* **Goal of the exercise**
Would you print the whole listing again, exactly?

== Exercise data ==

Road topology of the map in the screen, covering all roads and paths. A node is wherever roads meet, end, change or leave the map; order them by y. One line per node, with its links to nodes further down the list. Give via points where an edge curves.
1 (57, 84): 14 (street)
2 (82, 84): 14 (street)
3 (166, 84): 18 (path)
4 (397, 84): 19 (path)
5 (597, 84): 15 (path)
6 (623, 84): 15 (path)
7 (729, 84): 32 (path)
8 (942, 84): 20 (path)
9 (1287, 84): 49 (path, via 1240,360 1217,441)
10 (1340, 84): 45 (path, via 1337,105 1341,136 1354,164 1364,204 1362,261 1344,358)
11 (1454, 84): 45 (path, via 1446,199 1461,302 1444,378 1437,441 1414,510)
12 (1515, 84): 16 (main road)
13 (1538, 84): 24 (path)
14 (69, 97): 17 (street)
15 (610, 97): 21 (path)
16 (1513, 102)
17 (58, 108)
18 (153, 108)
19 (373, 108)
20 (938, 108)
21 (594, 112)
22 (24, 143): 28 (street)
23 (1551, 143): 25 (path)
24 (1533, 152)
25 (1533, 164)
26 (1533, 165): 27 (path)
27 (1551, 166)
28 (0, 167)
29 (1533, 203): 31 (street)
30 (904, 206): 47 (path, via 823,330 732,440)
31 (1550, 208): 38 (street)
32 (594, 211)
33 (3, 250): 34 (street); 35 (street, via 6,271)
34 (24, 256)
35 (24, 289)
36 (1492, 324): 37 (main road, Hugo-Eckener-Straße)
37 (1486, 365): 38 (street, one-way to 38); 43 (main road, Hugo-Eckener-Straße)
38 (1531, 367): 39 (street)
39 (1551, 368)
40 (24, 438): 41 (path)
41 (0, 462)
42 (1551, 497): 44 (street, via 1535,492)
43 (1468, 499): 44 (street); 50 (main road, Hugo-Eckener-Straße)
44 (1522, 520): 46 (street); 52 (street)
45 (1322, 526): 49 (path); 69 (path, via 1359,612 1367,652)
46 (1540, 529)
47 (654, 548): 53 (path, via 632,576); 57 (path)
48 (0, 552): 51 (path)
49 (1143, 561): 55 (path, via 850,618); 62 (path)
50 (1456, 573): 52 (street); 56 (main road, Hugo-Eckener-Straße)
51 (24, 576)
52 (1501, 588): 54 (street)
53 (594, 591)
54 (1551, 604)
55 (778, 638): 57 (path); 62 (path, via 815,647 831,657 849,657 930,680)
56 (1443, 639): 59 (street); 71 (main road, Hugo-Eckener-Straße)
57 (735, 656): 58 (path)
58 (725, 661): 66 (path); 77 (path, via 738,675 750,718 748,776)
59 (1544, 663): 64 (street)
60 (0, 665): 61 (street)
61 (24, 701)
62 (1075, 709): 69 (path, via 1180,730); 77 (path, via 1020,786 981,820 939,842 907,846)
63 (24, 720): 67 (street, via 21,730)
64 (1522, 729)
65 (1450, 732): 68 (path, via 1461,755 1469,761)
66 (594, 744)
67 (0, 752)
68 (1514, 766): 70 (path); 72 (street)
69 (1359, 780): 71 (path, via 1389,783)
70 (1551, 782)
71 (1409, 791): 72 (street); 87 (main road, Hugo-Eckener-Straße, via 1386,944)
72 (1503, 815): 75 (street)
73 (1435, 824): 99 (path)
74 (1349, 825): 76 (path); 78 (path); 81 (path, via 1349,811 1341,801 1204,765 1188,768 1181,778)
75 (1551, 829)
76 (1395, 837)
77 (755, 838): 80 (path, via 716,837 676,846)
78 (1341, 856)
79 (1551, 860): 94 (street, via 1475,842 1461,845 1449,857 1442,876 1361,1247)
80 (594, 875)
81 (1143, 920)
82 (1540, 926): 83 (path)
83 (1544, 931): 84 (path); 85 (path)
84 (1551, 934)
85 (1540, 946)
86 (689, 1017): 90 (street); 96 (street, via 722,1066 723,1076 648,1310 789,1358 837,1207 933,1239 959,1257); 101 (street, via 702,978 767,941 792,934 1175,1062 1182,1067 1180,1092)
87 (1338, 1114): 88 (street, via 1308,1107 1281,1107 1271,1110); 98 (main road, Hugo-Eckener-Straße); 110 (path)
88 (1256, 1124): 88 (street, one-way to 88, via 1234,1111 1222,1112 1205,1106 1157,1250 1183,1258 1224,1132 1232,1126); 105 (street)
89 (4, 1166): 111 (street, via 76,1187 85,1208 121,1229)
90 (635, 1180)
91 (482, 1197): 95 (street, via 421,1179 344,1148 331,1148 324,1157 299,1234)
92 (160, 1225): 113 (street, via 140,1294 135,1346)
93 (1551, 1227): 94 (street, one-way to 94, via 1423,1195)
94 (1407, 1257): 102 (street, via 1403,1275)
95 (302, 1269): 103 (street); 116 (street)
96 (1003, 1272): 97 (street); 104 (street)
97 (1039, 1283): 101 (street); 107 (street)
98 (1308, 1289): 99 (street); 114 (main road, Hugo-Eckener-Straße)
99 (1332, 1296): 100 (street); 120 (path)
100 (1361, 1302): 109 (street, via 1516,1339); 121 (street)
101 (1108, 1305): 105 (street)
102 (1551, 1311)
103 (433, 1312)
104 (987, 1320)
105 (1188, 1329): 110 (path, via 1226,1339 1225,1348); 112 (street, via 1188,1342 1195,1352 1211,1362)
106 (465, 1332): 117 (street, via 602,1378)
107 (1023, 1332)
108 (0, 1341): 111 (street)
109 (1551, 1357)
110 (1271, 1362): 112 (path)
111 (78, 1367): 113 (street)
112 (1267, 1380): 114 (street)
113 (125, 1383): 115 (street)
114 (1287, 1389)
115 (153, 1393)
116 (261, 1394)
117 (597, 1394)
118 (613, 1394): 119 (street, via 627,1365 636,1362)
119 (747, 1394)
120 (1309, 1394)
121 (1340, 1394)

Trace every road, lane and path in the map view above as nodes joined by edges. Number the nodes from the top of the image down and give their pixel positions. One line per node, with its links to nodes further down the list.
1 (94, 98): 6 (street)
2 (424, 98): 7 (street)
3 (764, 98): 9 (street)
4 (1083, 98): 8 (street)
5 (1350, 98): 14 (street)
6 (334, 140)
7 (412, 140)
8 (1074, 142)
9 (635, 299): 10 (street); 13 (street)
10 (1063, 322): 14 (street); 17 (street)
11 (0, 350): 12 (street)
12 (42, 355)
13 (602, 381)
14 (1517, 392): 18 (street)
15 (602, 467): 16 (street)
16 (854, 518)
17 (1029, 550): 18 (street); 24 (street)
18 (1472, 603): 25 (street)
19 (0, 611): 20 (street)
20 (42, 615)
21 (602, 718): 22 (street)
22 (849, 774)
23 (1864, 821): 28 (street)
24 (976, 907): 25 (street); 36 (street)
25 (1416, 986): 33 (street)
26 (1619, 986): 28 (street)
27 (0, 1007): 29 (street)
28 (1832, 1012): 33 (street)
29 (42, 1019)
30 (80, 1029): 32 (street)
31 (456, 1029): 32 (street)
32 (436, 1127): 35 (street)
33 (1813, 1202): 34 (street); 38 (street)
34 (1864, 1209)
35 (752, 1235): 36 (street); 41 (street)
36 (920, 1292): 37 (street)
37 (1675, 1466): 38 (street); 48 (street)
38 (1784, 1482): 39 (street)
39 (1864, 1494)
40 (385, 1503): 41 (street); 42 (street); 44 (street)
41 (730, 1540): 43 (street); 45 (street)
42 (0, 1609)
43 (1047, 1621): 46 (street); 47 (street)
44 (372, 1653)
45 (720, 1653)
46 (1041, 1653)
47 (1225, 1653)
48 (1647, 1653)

===

* **Response box**
Road topology of the map in the screen, covering all roads and paths. A node is wherever roads meet, end, change or leave the map; order them by y. One line per node, with its links to nodes further down the list. Give via points where an edge curves.
1 (57, 84): 14 (street)
2 (82, 84): 14 (street)
3 (166, 84): 18 (path)
4 (397, 84): 19 (path)
5 (597, 84): 15 (path)
6 (623, 84): 15 (path)
7 (729, 84): 32 (path)
8 (942, 84): 20 (path)
9 (1287, 84): 49 (path, via 1240,360 1217,441)
10 (1340, 84): 45 (path, via 1337,105 1341,136 1354,164 1364,204 1362,261 1344,358)
11 (1454, 84): 45 (path, via 1446,199 1461,302 1444,378 1437,441 1414,510)
12 (1515, 84): 16 (main road)
13 (1538, 84): 24 (path)
14 (69, 97): 17 (street)
15 (610, 97): 21 (path)
16 (1513, 102)
17 (58, 108)
18 (153, 108)
19 (373, 108)
20 (938, 108)
21 (594, 112)
22 (24, 143): 28 (street)
23 (1551, 143): 25 (path)
24 (1533, 152)
25 (1533, 164)
26 (1533, 165): 27 (path)
27 (1551, 166)
28 (0, 167)
29 (1533, 203): 31 (street)
30 (904, 206): 47 (path, via 823,330 732,440)
31 (1550, 208): 38 (street)
32 (594, 211)
33 (3, 250): 34 (street); 35 (street, via 6,271)
34 (24, 256)
35 (24, 289)
36 (1492, 324): 37 (main road, Hugo-Eckener-Straße)
37 (1486, 365): 38 (street, one-way to 38); 43 (main road, Hugo-Eckener-Straße)
38 (1531, 367): 39 (street)
39 (1551, 368)
40 (24, 438): 41 (path)
41 (0, 462)
42 (1551, 497): 44 (street, via 1535,492)
43 (1468, 499): 44 (street); 50 (main road, Hugo-Eckener-Straße)
44 (1522, 520): 46 (street); 52 (street)
45 (1322, 526): 49 (path); 69 (path, via 1359,612 1367,652)
46 (1540, 529)
47 (654, 548): 53 (path, via 632,576); 57 (path)
48 (0, 552): 51 (path)
49 (1143, 561): 55 (path, via 850,618); 62 (path)
50 (1456, 573): 52 (street); 56 (main road, Hugo-Eckener-Straße)
51 (24, 576)
52 (1501, 588): 54 (street)
53 (594, 591)
54 (1551, 604)
55 (778, 638): 57 (path); 62 (path, via 815,647 831,657 849,657 930,680)
56 (1443, 639): 59 (street); 71 (main road, Hugo-Eckener-Straße)
57 (735, 656): 58 (path)
58 (725, 661): 66 (path); 77 (path, via 738,675 750,718 748,776)
59 (1544, 663): 64 (street)
60 (0, 665): 61 (street)
61 (24, 701)
62 (1075, 709): 69 (path, via 1180,730); 77 (path, via 1020,786 981,820 939,842 907,846)
63 (24, 720): 67 (street, via 21,730)
64 (1522, 729)
65 (1450, 732): 68 (path, via 1461,755 1469,761)
66 (594, 744)
67 (0, 752)
68 (1514, 766): 70 (path); 72 (street)
69 (1359, 780): 71 (path, via 1389,783)
70 (1551, 782)
71 (1409, 791): 72 (street); 87 (main road, Hugo-Eckener-Straße, via 1386,944)
72 (1503, 815): 75 (street)
73 (1435, 824): 99 (path)
74 (1349, 825): 76 (path); 78 (path); 81 (path, via 1349,811 1341,801 1204,765 1188,768 1181,778)
75 (1551, 829)
76 (1395, 837)
77 (755, 838): 80 (path, via 716,837 676,846)
78 (1341, 856)
79 (1551, 860): 94 (street, via 1475,842 1461,845 1449,857 1442,876 1361,1247)
80 (594, 875)
81 (1143, 920)
82 (1540, 926): 83 (path)
83 (1544, 931): 84 (path); 85 (path)
84 (1551, 934)
85 (1540, 946)
86 (689, 1017): 90 (street); 96 (street, via 722,1066 723,1076 648,1310 789,1358 837,1207 933,1239 959,1257); 101 (street, via 702,978 767,941 792,934 1175,1062 1182,1067 1180,1092)
87 (1338, 1114): 88 (street, via 1308,1107 1281,1107 1271,1110); 98 (main road, Hugo-Eckener-Straße); 110 (path)
88 (1256, 1124): 88 (street, one-way to 88, via 1234,1111 1222,1112 1205,1106 1157,1250 1183,1258 1224,1132 1232,1126); 105 (street)
89 (4, 1166): 111 (street, via 76,1187 85,1208 121,1229)
90 (635, 1180)
91 (482, 1197): 95 (street, via 421,1179 344,1148 331,1148 324,1157 299,1234)
92 (160, 1225): 113 (street, via 140,1294 135,1346)
93 (1551, 1227): 94 (street, one-way to 94, via 1423,1195)
94 (1407, 1257): 102 (street, via 1403,1275)
95 (302, 1269): 103 (street); 116 (street)
96 (1003, 1272): 97 (street); 104 (street)
97 (1039, 1283): 101 (street); 107 (street)
98 (1308, 1289): 99 (street); 114 (main road, Hugo-Eckener-Straße)
99 (1332, 1296): 100 (street); 120 (path)
100 (1361, 1302): 109 (street, via 1516,1339); 121 (street)
101 (1108, 1305): 105 (street)
102 (1551, 1311)
103 (433, 1312)
104 (987, 1320)
105 (1188, 1329): 110 (path, via 1226,1339 1225,1348); 112 (street, via 1188,1342 1195,1352 1211,1362)
106 (465, 1332): 117 (street, via 602,1378)
107 (1023, 1332)
108 (0, 1341): 111 (street)
109 (1551, 1357)
110 (1271, 1362): 112 (path)
111 (78, 1367): 113 (street)
112 (1267, 1380): 114 (street)
113 (125, 1383): 115 (street)
114 (1287, 1389)
115 (153, 1393)
116 (261, 1394)
117 (597, 1394)
118 (613, 1394): 119 (street, via 627,1365 636,1362)
119 (747, 1394)
120 (1309, 1394)
121 (1340, 1394)

Trace every road, lane and path in the map view above as nodes joined by edges. Number the nodes from the top of the image down and give their pixel positions. One line per node, with its links to nodes further down the list.
1 (94, 98): 6 (street)
2 (424, 98): 7 (street)
3 (764, 98): 9 (street)
4 (1083, 98): 8 (street)
5 (1350, 98): 14 (street)
6 (334, 140)
7 (412, 140)
8 (1074, 142)
9 (635, 299): 10 (street); 13 (street)
10 (1063, 322): 14 (street); 17 (street)
11 (0, 350): 12 (street)
12 (42, 355)
13 (602, 381)
14 (1517, 392): 18 (street)
15 (602, 467): 16 (street)
16 (854, 518)
17 (1029, 550): 18 (street); 24 (street)
18 (1472, 603): 25 (street)
19 (0, 611): 20 (street)
20 (42, 615)
21 (602, 718): 22 (street)
22 (849, 774)
23 (1864, 821): 28 (street)
24 (976, 907): 25 (street); 36 (street)
25 (1416, 986): 33 (street)
26 (1619, 986): 28 (street)
27 (0, 1007): 29 (street)
28 (1832, 1012): 33 (street)
29 (42, 1019)
30 (80, 1029): 32 (street)
31 (456, 1029): 32 (street)
32 (436, 1127): 35 (street)
33 (1813, 1202): 34 (street); 38 (street)
34 (1864, 1209)
35 (752, 1235): 36 (street); 41 (street)
36 (920, 1292): 37 (street)
37 (1675, 1466): 38 (street); 48 (street)
38 (1784, 1482): 39 (street)
39 (1864, 1494)
40 (385, 1503): 41 (street); 42 (street); 44 (street)
41 (730, 1540): 43 (street); 45 (street)
42 (0, 1609)
43 (1047, 1621): 46 (street); 47 (street)
44 (372, 1653)
45 (720, 1653)
46 (1041, 1653)
47 (1225, 1653)
48 (1647, 1653)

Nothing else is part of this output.